Depending on what happens, it is possible that almost every tile needs to be updated to the other one in a single frame. So each map tile has two possible looks (usually) and the updates per frame is that some change to the other look (and it is currently smart enough to only flip those that changed, but if I would instead go to a different type of rendering where everything is redrawn per frame then that doesn't matter of course)

I will try if copying parts of a few pre-made ones existing out of only parts of a tile (like 1 of the 8 arrows, ...) will work, and if that will be fast enough every frame.

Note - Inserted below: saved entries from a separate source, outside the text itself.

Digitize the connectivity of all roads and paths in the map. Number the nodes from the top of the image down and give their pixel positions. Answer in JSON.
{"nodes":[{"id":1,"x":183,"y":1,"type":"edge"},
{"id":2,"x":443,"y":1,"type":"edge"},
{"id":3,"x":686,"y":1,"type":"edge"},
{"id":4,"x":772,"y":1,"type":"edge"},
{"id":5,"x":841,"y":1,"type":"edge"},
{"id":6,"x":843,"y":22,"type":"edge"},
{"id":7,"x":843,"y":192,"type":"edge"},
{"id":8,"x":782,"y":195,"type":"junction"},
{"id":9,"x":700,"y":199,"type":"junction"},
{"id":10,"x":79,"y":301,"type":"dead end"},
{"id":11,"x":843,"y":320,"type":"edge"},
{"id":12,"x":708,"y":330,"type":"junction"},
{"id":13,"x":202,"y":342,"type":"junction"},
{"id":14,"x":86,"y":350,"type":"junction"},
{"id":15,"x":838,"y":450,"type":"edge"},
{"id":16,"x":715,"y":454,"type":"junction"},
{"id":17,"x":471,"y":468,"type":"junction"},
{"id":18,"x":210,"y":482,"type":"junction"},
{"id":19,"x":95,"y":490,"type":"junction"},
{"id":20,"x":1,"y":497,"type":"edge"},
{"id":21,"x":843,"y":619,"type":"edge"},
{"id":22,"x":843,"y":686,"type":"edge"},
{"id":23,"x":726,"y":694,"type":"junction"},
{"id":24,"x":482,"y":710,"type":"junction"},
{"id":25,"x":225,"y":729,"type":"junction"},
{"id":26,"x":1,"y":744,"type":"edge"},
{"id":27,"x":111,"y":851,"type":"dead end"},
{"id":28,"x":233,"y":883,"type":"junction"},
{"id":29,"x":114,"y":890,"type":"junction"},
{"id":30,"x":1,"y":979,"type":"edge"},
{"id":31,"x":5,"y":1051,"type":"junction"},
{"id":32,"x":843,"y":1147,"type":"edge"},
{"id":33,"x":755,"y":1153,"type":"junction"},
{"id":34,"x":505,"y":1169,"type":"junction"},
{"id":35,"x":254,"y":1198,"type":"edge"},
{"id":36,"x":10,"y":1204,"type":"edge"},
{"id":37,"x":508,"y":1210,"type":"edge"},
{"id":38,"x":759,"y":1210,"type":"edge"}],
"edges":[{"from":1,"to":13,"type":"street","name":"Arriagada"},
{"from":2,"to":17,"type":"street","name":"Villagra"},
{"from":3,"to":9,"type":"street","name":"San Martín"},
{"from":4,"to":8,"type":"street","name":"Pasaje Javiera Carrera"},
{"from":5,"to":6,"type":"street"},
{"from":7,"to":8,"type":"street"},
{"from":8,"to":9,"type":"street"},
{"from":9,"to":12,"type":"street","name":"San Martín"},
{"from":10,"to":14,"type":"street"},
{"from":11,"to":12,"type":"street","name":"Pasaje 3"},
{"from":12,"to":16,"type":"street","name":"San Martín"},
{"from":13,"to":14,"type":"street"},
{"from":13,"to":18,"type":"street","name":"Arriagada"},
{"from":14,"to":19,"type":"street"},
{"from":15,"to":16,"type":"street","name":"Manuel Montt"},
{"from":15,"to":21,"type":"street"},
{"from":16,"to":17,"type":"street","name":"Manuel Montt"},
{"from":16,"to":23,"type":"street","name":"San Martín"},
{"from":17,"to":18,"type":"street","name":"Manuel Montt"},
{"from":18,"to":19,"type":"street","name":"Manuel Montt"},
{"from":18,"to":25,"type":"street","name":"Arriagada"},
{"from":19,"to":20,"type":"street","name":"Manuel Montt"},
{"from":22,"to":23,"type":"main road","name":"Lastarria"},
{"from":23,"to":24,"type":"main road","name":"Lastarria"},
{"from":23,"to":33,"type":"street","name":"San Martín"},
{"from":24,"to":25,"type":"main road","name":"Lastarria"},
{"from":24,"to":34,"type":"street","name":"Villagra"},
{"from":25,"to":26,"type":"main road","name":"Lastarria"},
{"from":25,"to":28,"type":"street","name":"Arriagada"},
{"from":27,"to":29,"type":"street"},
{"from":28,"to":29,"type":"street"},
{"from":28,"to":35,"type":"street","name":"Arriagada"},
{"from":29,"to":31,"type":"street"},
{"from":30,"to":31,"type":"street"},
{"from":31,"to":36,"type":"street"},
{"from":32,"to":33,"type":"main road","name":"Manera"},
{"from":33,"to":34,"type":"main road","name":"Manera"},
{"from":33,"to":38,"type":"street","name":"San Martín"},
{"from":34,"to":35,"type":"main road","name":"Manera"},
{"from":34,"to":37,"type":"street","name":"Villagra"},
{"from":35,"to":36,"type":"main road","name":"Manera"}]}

Thanks for the suggestions!

P.S. no matter how horrible it sounds, chrome can do it fast! I only discovered that it can be slow when trying it in firefox

Okay. I still don't understand which advantage you get from splitting the drawing up into thousands of separate canvases though. As far as I understand you at the moment, it is meant to be a measure against the need to redraw the entire map view even when only a small subset of the tiles need to be updated. Is this correct? If yes, you don't need to do this, as already mentioned. Just clear and redraw the parts of the canvas that have changed. Am I missing something?

What I was avoiding by doing the visibility hidden swapping, was redrawing of the lines.

I will try it out with 1 big canvas and redrawing everything per frame (or even only the parts that changed, but that could very well be everything).

I just will need to use blitting or copying then I guess, because I also already know the amount of lineTo moveTo etc.. to redraw everything per frame will be too slow. So I hope the copying will be fast.

 

I see.

Have you thought about composing your combined tile images by drawing multiple bitmap-based parts on top of each other with alpha transparency? Maybe pre-render the parts with line/path drawing in an invisible canvas and then copy the bitmaps from there?

Also, keep in mind that with one canvas, you can make use of batch drawing, as long as you have enough shapes that should be drawn with the same settings. With many separate canvases, you lose this option since each canvas has its own drawing context.

Another thing: You say you want to draw 100x100 tiles or even much more. Are you drawing the *entire* map at once? And if yes, are your tiles reall so small that the entire map fits on a single screen? If only a part of the map is visible at any given moment, you should of course only draw the visible tiles. This would save you a lot of time, too.

I'd really like to see what image you want to draw :). I just don't want to believe that you really need thousands of individual canvases for that ;).

Also, you can draw whatever on a canvas or an off-screen canvas surface, and then save a rectangle of it as a tile bitmap; you can then draw that bitmap with a very easy, fast operation as much as you need to. Look at how EaselJS implements "cached bitmaps", for example code.